§ Assignment: Provide a verbatim copy of all the records below, leaving the images out.
_ _ _ _
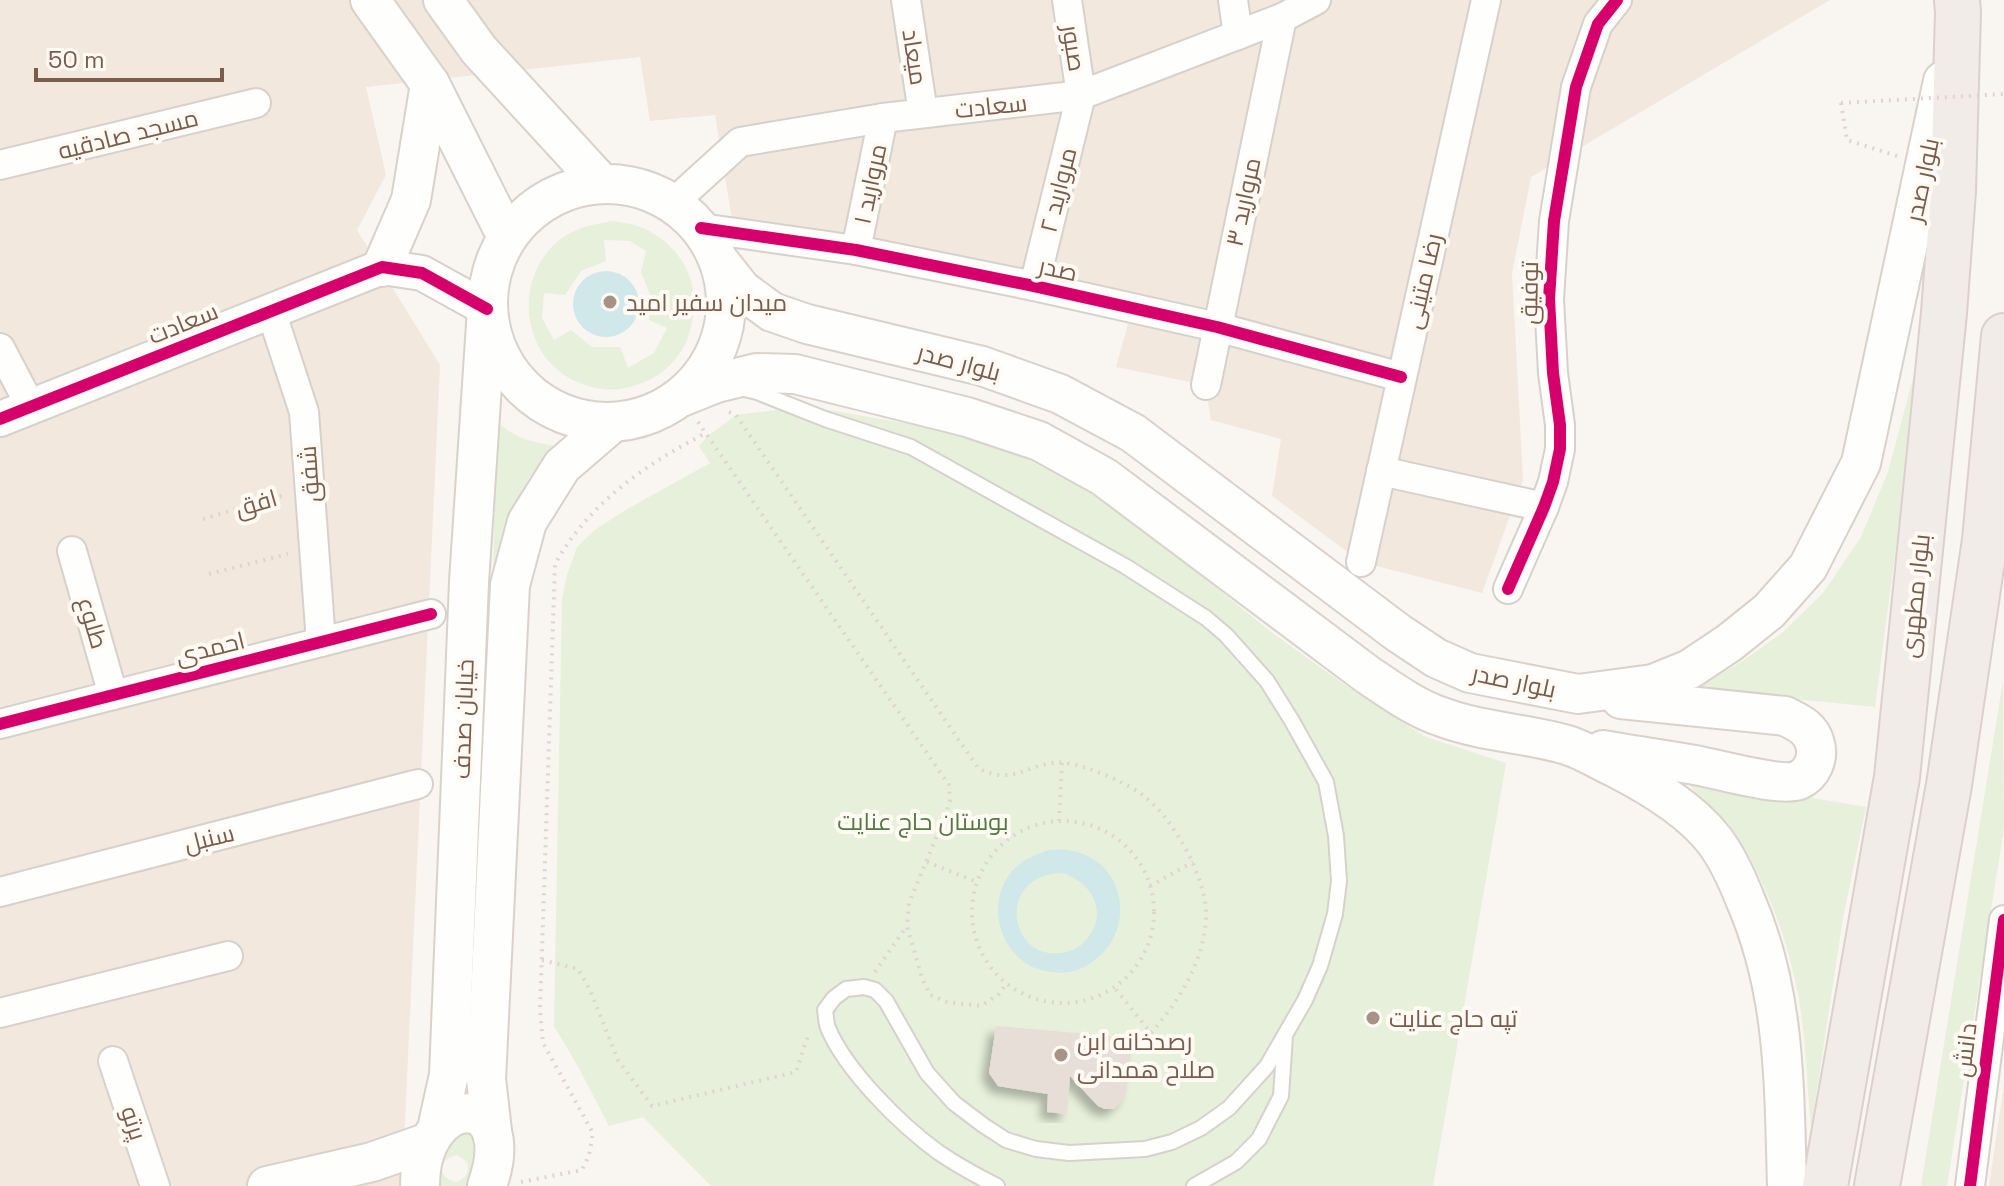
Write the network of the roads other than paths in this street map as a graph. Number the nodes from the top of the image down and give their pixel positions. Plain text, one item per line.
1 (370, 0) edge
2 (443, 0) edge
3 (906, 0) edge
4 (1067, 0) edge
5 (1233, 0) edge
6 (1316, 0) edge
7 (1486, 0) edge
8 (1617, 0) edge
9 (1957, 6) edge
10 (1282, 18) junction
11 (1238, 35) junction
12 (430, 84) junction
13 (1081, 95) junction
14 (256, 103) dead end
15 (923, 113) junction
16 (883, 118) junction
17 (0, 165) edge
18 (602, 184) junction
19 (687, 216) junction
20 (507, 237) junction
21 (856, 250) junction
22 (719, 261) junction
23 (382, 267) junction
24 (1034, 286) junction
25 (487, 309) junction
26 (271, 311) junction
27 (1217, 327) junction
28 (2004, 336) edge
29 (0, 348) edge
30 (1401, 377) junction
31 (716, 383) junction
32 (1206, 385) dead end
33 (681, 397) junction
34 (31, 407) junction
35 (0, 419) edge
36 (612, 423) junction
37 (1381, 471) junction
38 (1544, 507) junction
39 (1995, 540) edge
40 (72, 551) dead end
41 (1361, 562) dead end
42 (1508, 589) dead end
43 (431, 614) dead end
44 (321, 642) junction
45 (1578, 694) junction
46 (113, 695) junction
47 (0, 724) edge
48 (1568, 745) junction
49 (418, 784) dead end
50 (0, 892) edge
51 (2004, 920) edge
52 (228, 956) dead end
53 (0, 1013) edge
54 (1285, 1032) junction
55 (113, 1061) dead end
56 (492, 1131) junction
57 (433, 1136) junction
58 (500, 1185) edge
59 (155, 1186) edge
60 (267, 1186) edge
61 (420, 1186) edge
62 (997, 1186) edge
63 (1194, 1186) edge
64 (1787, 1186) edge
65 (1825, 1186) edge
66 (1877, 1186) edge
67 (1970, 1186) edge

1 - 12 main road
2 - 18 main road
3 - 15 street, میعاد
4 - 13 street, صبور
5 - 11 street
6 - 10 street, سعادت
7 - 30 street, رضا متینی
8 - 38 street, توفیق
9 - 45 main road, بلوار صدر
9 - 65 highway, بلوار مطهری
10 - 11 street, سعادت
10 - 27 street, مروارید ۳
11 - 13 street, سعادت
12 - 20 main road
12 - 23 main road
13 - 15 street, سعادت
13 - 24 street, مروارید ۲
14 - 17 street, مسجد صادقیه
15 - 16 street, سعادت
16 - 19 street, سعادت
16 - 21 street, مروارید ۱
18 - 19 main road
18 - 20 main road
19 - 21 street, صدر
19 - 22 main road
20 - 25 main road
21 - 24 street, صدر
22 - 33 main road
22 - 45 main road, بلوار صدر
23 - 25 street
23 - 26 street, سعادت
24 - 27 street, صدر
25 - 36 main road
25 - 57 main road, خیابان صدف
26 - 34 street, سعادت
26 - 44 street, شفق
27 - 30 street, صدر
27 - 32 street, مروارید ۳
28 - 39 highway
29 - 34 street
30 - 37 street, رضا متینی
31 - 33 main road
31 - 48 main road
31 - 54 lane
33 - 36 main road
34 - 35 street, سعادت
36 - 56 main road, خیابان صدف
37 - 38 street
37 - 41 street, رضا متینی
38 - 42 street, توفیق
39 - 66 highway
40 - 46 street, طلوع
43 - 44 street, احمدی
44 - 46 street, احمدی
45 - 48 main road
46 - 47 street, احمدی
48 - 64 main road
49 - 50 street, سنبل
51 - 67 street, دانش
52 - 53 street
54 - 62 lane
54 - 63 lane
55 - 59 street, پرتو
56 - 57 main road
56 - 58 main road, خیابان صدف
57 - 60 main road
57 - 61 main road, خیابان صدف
_ _ _ _
§ Response for this exercise:
Write the network of the roads other than paths in this street map as a graph. Number the nodes from the top of the image down and give their pixel positions. Plain text, one item per line.
1 (370, 0) edge
2 (443, 0) edge
3 (906, 0) edge
4 (1067, 0) edge
5 (1233, 0) edge
6 (1316, 0) edge
7 (1486, 0) edge
8 (1617, 0) edge
9 (1957, 6) edge
10 (1282, 18) junction
11 (1238, 35) junction
12 (430, 84) junction
13 (1081, 95) junction
14 (256, 103) dead end
15 (923, 113) junction
16 (883, 118) junction
17 (0, 165) edge
18 (602, 184) junction
19 (687, 216) junction
20 (507, 237) junction
21 (856, 250) junction
22 (719, 261) junction
23 (382, 267) junction
24 (1034, 286) junction
25 (487, 309) junction
26 (271, 311) junction
27 (1217, 327) junction
28 (2004, 336) edge
29 (0, 348) edge
30 (1401, 377) junction
31 (716, 383) junction
32 (1206, 385) dead end
33 (681, 397) junction
34 (31, 407) junction
35 (0, 419) edge
36 (612, 423) junction
37 (1381, 471) junction
38 (1544, 507) junction
39 (1995, 540) edge
40 (72, 551) dead end
41 (1361, 562) dead end
42 (1508, 589) dead end
43 (431, 614) dead end
44 (321, 642) junction
45 (1578, 694) junction
46 (113, 695) junction
47 (0, 724) edge
48 (1568, 745) junction
49 (418, 784) dead end
50 (0, 892) edge
51 (2004, 920) edge
52 (228, 956) dead end
53 (0, 1013) edge
54 (1285, 1032) junction
55 (113, 1061) dead end
56 (492, 1131) junction
57 (433, 1136) junction
58 (500, 1185) edge
59 (155, 1186) edge
60 (267, 1186) edge
61 (420, 1186) edge
62 (997, 1186) edge
63 (1194, 1186) edge
64 (1787, 1186) edge
65 (1825, 1186) edge
66 (1877, 1186) edge
67 (1970, 1186) edge

1 - 12 main road
2 - 18 main road
3 - 15 street, میعاد
4 - 13 street, صبور
5 - 11 street
6 - 10 street, سعادت
7 - 30 street, رضا متینی
8 - 38 street, توفیق
9 - 45 main road, بلوار صدر
9 - 65 highway, بلوار مطهری
10 - 11 street, سعادت
10 - 27 street, مروارید ۳
11 - 13 street, سعادت
12 - 20 main road
12 - 23 main road
13 - 15 street, سعادت
13 - 24 street, مروارید ۲
14 - 17 street, مسجد صادقیه
15 - 16 street, سعادت
16 - 19 street, سعادت
16 - 21 street, مروارید ۱
18 - 19 main road
18 - 20 main road
19 - 21 street, صدر
19 - 22 main road
20 - 25 main road
21 - 24 street, صدر
22 - 33 main road
22 - 45 main road, بلوار صدر
23 - 25 street
23 - 26 street, سعادت
24 - 27 street, صدر
25 - 36 main road
25 - 57 main road, خیابان صدف
26 - 34 street, سعادت
26 - 44 street, شفق
27 - 30 street, صدر
27 - 32 street, مروارید ۳
28 - 39 highway
29 - 34 street
30 - 37 street, رضا متینی
31 - 33 main road
31 - 48 main road
31 - 54 lane
33 - 36 main road
34 - 35 street, سعادت
36 - 56 main road, خیابان صدف
37 - 38 street
37 - 41 street, رضا متینی
38 - 42 street, توفیق
39 - 66 highway
40 - 46 street, طلوع
43 - 44 street, احمدی
44 - 46 street, احمدی
45 - 48 main road
46 - 47 street, احمدی
48 - 64 main road
49 - 50 street, سنبل
51 - 67 street, دانش
52 - 53 street
54 - 62 lane
54 - 63 lane
55 - 59 street, پرتو
56 - 57 main road
56 - 58 main road, خیابان صدف
57 - 60 main road
57 - 61 main road, خیابان صدف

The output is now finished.